Harmonic Analysis and Nonlinear Hamiltonian Equations

调和分析和非线性哈密顿方程

• 批准号: 0621257
• 负责人: Andrew Comech
• 金额: $ 0.52万
• 依托单位: Texas A&M Research Foundation
• 依托单位国家: 美国
• 项目类别: Standard Grant
• 财政年份: 2005
• 资助国家: 美国
• 起止时间: 2005-09-01 至 2007-01-31
• 项目状态: 已结题
• 来源: https://www.nsf.gov/awardsearch/showAward?AWD_ID=0621257&HistoricalAwards=false
• 关键词: Harmonic; Analysis; Nonlinear; Hamiltonian; Equations

The project suggests investigations in the area of Harmonic Analysis and Nonlinear Hamiltonian Equations.
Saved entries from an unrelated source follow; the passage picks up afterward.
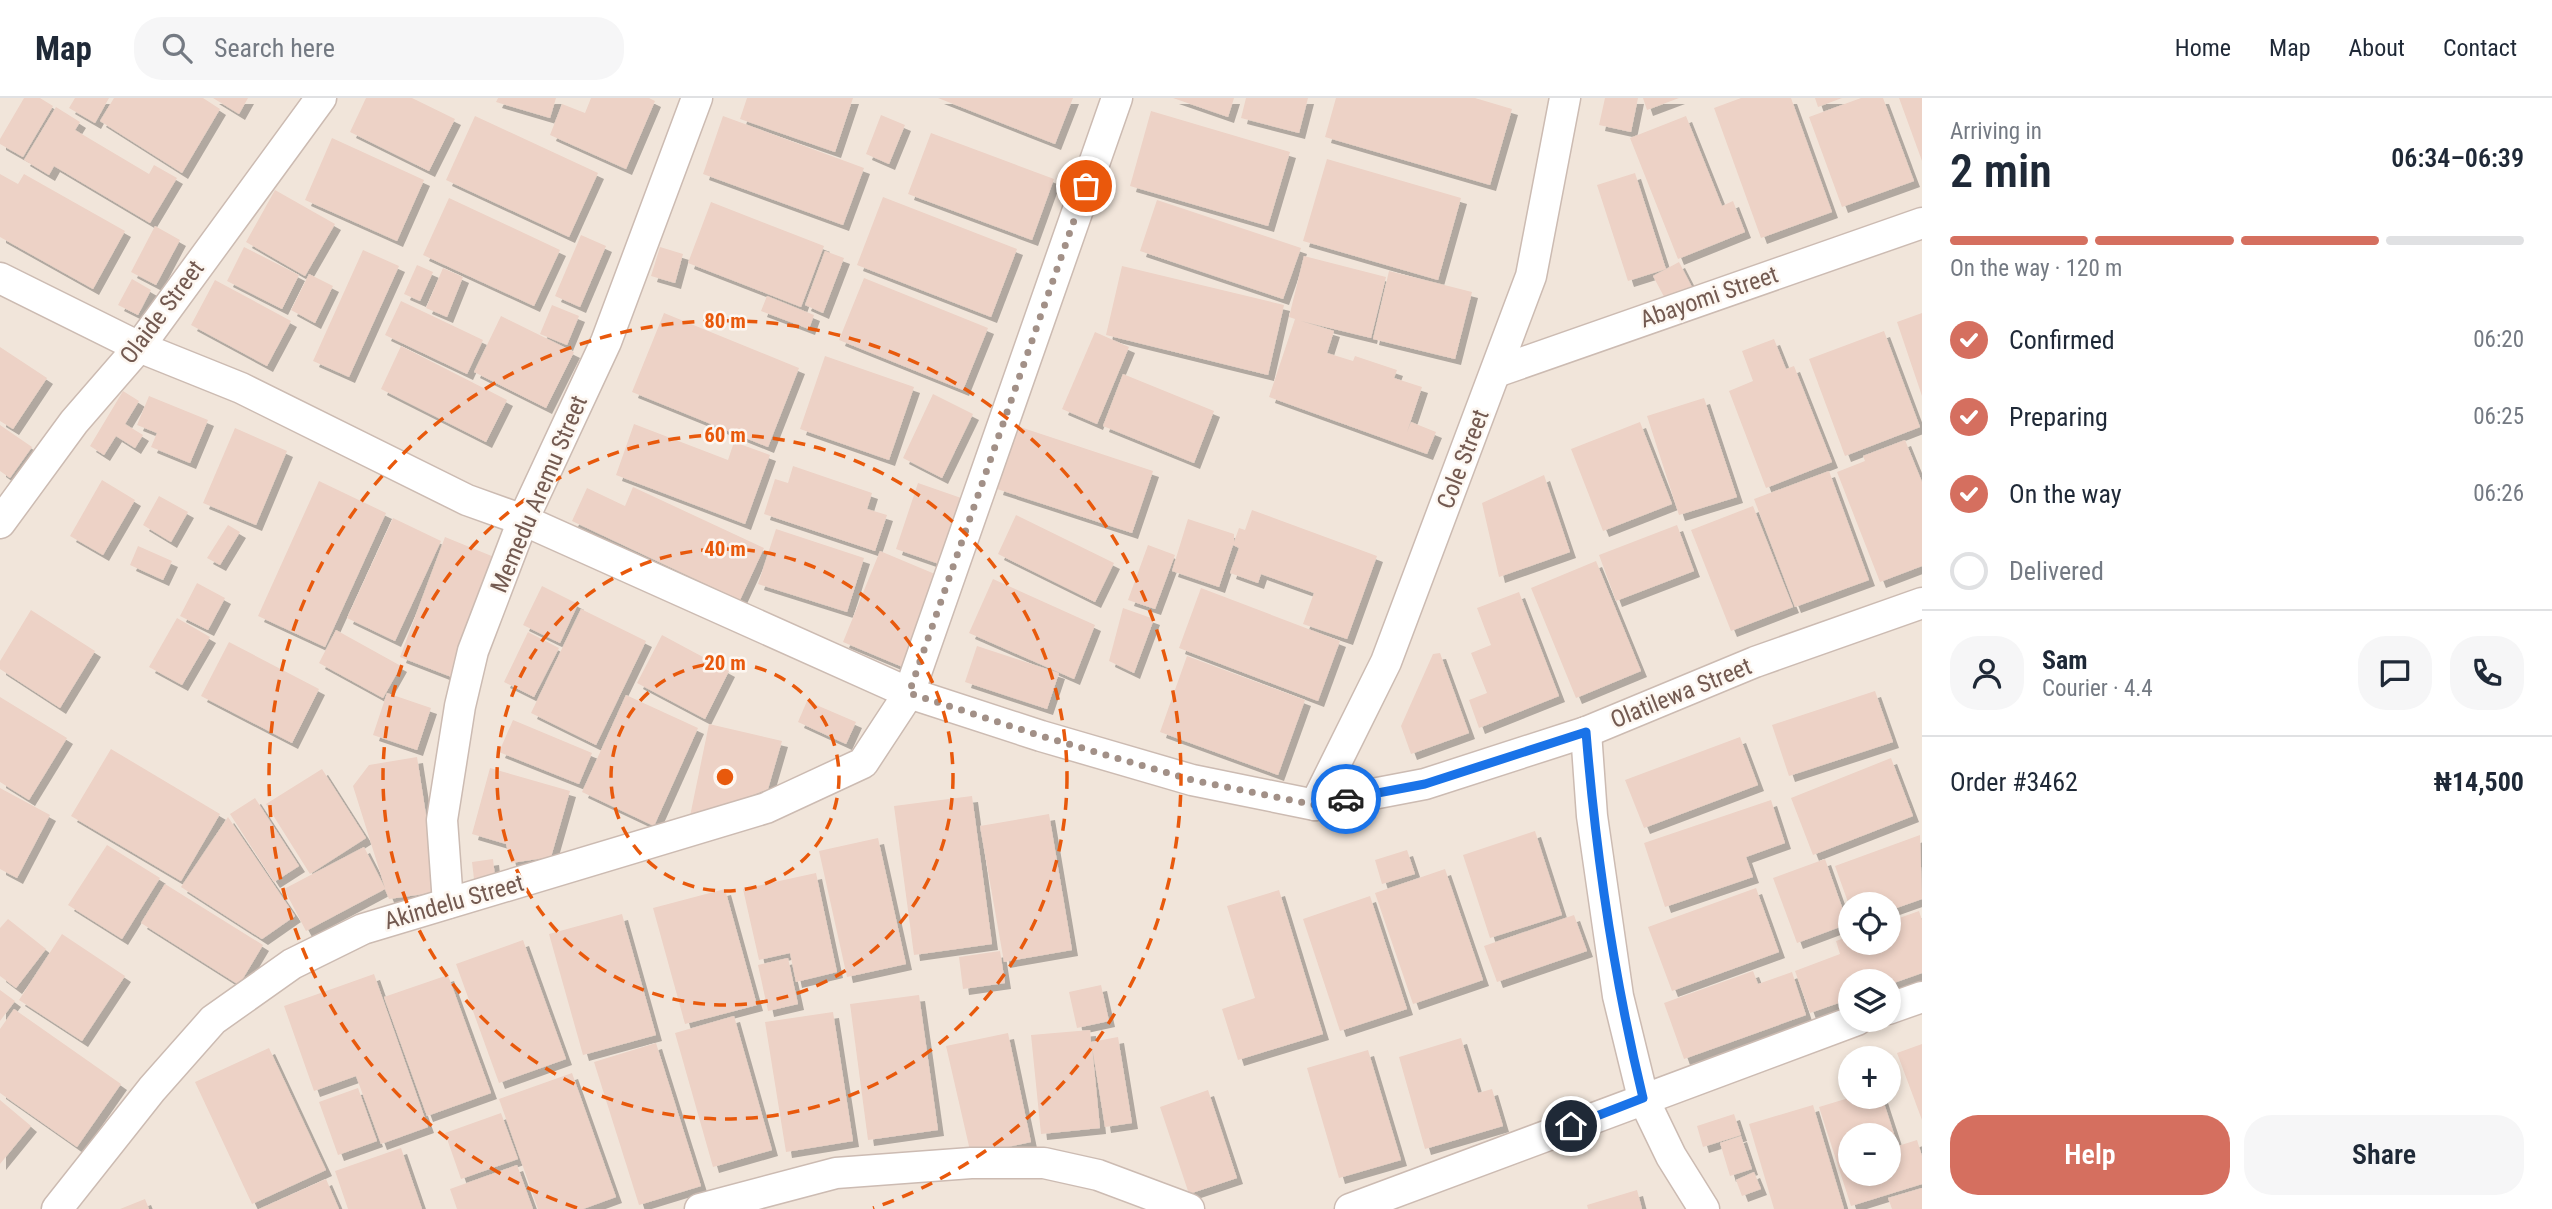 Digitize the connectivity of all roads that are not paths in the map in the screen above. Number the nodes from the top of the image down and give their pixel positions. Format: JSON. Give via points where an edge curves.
{"nodes":[{"id":1,"x":321,"y":98,"type":"edge"},
{"id":2,"x":697,"y":98,"type":"edge"},
{"id":3,"x":1117,"y":98,"type":"edge"},
{"id":4,"x":1565,"y":98,"type":"edge"},
{"id":5,"x":1922,"y":223,"type":"edge"},
{"id":6,"x":0,"y":278,"type":"edge"},
{"id":7,"x":139,"y":347,"type":"junction"},
{"id":8,"x":1496,"y":372,"type":"junction"},
{"id":9,"x":523,"y":520,"type":"junction"},
{"id":10,"x":0,"y":523,"type":"edge"},
{"id":11,"x":1922,"y":603,"type":"edge"},
{"id":12,"x":909,"y":693,"type":"junction"},
{"id":13,"x":1586,"y":732,"type":"junction"},
{"id":14,"x":1315,"y":805,"type":"junction"},
{"id":15,"x":448,"y":903,"type":"junction"},
{"id":16,"x":1922,"y":997,"type":"edge"},
{"id":17,"x":1901,"y":1004,"type":"edge"},
{"id":18,"x":1838,"y":1027,"type":"edge"},
{"id":19,"x":1643,"y":1098,"type":"junction"},
{"id":20,"x":57,"y":1209,"type":"edge"},
{"id":21,"x":701,"y":1209,"type":"edge"},
{"id":22,"x":1189,"y":1209,"type":"edge"},
{"id":23,"x":1350,"y":1209,"type":"edge"},
{"id":24,"x":1704,"y":1209,"type":"edge"}],
"edges":[{"from":1,"to":7,"type":"street","name":"Olaide Street"},
{"from":2,"to":9,"type":"street","name":"Memedu Aremu Street","via":[[606,342]]},
{"from":3,"to":12,"type":"street","name":"Akindelu Street"},
{"from":4,"to":8,"type":"street","name":"Cole Street","via":[[1531,276]]},
{"from":5,"to":8,"type":"street","name":"Abayomi Street"},
{"from":6,"to":7,"type":"street"},
{"from":7,"to":9,"type":"street","via":[[241,388],[467,500]]},
{"from":7,"to":10,"type":"street","name":"Olaide Street","via":[[74,422]]},
{"from":8,"to":14,"type":"street","name":"Cole Street","via":[[1386,662]]},
{"from":9,"to":12,"type":"street"},
{"from":9,"to":15,"type":"street","name":"Memedu Aremu Street","via":[[473,651],[460,706],[442,820]]},
{"from":11,"to":13,"type":"street","name":"Olatilewa Street","via":[[1755,662]]},
{"from":12,"to":14,"type":"street","via":[[1192,780]]},
{"from":12,"to":15,"type":"street","name":"Akindelu Street","via":[[863,763],[766,808]]},
{"from":13,"to":14,"type":"street","name":"Olatilewa Street","via":[[1425,784]]},
{"from":13,"to":19,"type":"street","via":[[1592,816],[1618,996]]},
{"from":15,"to":20,"type":"street","name":"Akindelu Street","via":[[363,929],[292,964],[214,1020],[152,1088]]},
{"from":16,"to":17,"type":"street"},
{"from":18,"to":19,"type":"street"},
{"from":19,"to":23,"type":"street"},
{"from":19,"to":24,"type":"street"},
{"from":21,"to":22,"type":"street","via":[[836,1173],[971,1163],[1044,1163],[1098,1175]]}]}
One direction of the research in the analysis of singular integral operators.Current interests include Lebesgue space estimates on Fourier integral operators associated to singular and nonsingular canonical relations. Such estimates provide important tools for the analysis of properties of solutions to nonlinear Hamiltonian systems: global existence, smoothness, and stability. The other direction of the research concerns specific properties of solitary wave solutions to nonlinear Hamiltonian systems.Such soliton-like solutions were proved to exist in manydifferent contexts. If the equation is invariant under theaction of some Lie group, then the solitary waves may possessstability properties. The program of research focuses on thestability of solitary waves with minimal energy, which areexpected to be of particular importance for applications.When the amplitude of the waves increases, their interaction with the medium becomes important. This interaction may seriouslychange the behavior of the waves and lead to the appearance ofnonlinear solitary waves, or solitons. Such nonlinear wavesdescribe central phenomena in fiber optics, plasma physics,theory of superconductivity, theory of elementary particles,meteorology, and oceanology. Detailed knowledge of propertiesof such waves, and in particular their stability or instability,will allow to predict the chances of sudden weather changes,develop optical waveguides, and describe quantum effects onthe scales being inexorably approached by today's electronicsand chip manufacturers, let alone the Experimental Physics.Natural phenomena pose new challenges to the intricately related fields, Harmonic Analysis and the Theory of Nonlinear Equations, and stimulate further refinement of the tools of modernMathematics.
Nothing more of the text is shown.